This is where the story splits between truth and fiction. The first story, and the more likely of the two, says that a family friend Marquis Diego de Sterlich suggested to Mario that he use the trident in the emblem. The symbol of the Roman gladiator and the god Neptune, the trident symbolizes power, strength, power, attractiveness, and balance. It’s everything the Maserati brothers wanted their sports car to be while also being completely unique.
The alternative story is more interesting but not entirely far-fetched, and it’s the one we like to believe. With his work in hand, Mario gave a shout of inspiration and went out to gather his thoughts. Walking the streets of Bologna, he traveled from street to street, finally ending up in Piazza Maggiore.
Walking to the end of the Piazza, he came across its famous fountain with a beautiful statue of Neptune holding his beautiful triangle. This iconic symbol of Bologna allegedly inspired him to include the three symbols in the logo, which is a pretty interesting story if you ask us.

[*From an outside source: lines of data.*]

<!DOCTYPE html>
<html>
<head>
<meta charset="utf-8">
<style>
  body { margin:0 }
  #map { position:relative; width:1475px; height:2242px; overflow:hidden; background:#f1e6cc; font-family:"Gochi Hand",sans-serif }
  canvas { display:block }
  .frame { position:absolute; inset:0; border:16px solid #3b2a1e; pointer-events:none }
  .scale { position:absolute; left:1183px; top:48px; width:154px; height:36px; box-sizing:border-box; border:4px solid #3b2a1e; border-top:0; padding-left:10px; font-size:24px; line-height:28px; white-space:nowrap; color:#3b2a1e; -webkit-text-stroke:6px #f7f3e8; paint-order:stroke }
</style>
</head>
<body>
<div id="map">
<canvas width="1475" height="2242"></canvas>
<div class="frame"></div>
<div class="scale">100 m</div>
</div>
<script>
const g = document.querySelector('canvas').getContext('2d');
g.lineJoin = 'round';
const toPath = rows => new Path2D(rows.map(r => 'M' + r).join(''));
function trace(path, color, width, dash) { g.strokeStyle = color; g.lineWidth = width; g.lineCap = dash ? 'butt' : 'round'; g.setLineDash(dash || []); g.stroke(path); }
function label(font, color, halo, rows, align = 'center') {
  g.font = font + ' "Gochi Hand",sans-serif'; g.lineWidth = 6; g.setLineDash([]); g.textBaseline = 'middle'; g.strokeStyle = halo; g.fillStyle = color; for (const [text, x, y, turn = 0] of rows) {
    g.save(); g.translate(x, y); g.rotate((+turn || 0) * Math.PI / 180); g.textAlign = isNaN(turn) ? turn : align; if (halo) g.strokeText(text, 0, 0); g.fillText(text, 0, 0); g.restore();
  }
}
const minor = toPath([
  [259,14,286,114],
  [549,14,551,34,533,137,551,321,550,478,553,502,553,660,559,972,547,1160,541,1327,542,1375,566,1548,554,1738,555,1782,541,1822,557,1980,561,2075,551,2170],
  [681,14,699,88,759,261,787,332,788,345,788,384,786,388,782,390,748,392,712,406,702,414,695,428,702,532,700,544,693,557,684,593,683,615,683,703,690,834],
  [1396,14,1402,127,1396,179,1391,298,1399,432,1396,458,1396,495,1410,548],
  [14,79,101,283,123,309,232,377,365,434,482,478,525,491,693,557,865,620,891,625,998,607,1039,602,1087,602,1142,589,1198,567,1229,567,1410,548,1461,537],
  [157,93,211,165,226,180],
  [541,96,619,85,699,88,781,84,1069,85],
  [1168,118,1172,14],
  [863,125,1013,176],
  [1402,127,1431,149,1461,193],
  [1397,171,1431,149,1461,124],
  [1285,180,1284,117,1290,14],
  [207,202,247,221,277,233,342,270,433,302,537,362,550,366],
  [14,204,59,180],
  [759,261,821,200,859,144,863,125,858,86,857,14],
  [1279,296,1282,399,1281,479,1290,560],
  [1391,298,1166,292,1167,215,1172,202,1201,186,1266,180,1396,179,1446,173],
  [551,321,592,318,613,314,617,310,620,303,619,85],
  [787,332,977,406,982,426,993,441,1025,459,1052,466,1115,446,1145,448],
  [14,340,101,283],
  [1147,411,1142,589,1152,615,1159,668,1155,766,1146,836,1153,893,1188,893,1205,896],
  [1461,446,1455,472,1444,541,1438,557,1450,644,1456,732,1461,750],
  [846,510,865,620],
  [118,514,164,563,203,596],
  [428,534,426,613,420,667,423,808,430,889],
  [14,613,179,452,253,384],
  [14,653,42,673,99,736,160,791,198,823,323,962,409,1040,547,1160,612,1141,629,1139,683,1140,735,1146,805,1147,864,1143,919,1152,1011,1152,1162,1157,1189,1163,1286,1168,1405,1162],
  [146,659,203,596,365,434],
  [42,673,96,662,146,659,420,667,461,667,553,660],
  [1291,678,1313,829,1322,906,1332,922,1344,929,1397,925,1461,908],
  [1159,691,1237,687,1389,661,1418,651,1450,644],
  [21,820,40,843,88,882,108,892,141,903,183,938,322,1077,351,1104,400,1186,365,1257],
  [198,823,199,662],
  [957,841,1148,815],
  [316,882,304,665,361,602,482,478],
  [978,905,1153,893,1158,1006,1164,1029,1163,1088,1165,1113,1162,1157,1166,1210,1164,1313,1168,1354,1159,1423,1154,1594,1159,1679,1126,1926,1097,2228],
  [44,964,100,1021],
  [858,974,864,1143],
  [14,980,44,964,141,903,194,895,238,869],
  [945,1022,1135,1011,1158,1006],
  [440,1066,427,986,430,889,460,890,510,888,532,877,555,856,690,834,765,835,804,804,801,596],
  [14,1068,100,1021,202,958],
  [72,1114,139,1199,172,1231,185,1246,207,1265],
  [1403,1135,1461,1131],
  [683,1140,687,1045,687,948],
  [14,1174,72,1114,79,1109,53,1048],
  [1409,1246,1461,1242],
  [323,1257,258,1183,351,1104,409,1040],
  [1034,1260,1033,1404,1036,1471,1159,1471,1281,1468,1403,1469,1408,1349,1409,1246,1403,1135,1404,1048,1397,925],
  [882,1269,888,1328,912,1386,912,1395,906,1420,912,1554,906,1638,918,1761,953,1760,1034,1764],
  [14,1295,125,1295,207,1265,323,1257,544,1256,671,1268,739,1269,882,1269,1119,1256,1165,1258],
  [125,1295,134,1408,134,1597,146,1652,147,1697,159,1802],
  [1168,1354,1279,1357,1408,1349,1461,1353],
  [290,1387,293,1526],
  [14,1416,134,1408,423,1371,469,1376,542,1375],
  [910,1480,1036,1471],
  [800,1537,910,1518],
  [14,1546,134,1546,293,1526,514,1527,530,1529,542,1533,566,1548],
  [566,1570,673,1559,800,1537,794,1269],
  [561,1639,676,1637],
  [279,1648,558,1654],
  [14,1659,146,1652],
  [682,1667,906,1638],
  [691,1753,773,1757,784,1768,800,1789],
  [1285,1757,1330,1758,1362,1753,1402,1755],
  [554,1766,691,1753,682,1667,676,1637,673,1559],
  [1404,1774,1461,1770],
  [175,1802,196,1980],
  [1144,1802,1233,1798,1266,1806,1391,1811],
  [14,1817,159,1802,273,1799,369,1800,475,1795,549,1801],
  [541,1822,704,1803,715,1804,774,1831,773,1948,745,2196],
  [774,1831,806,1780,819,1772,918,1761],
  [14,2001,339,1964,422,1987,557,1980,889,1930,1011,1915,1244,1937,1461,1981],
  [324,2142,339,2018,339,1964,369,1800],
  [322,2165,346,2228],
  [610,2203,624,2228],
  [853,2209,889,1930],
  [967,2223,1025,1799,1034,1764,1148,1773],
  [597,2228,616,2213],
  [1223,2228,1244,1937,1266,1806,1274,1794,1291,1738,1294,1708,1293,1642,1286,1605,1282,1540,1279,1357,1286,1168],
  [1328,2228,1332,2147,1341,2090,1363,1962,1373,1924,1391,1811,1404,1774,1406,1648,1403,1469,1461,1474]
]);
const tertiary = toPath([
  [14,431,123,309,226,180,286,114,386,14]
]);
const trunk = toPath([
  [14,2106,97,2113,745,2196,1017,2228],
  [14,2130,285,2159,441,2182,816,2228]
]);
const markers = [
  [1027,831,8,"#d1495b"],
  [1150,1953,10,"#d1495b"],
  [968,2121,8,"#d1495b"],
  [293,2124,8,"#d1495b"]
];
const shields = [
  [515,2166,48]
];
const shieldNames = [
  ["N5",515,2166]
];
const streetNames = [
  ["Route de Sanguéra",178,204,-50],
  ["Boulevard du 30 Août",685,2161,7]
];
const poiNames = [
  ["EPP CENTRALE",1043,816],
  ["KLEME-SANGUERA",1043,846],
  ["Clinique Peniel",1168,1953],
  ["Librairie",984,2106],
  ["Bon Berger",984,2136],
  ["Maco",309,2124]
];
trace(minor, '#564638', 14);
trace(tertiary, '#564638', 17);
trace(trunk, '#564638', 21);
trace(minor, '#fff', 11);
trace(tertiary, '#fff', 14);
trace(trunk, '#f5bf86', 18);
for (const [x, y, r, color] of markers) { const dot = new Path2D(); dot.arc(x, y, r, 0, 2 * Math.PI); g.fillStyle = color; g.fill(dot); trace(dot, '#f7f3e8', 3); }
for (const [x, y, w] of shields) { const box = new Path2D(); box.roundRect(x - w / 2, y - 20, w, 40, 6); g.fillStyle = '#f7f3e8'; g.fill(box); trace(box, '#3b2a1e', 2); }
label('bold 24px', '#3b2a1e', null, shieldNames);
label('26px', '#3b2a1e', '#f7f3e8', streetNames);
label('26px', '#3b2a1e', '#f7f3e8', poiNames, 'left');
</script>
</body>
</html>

Luckily, we even have photos of his original artwork seen above.
Repeats in History
Since it first graced the Tipo 26 in 1926, it has graced every Maserati for the past 90 years. Originally, it had a black trident logo on a rectangular metal badge. Still, a short time later, in 1931, it received an even bigger change, being changed from rectangular to oval so that it could fit the new curved radiators.
It featured different color schemes over time but always combined red, white and blue. The red trident is meant to symbolize Maserati’s strong power, and most likely to emphasize the Italian red color of the original cars. Blue represents the ocean as a nod to Neptune’s domain, and the source of his power, and white/silver represents the land where Maserati rules the road.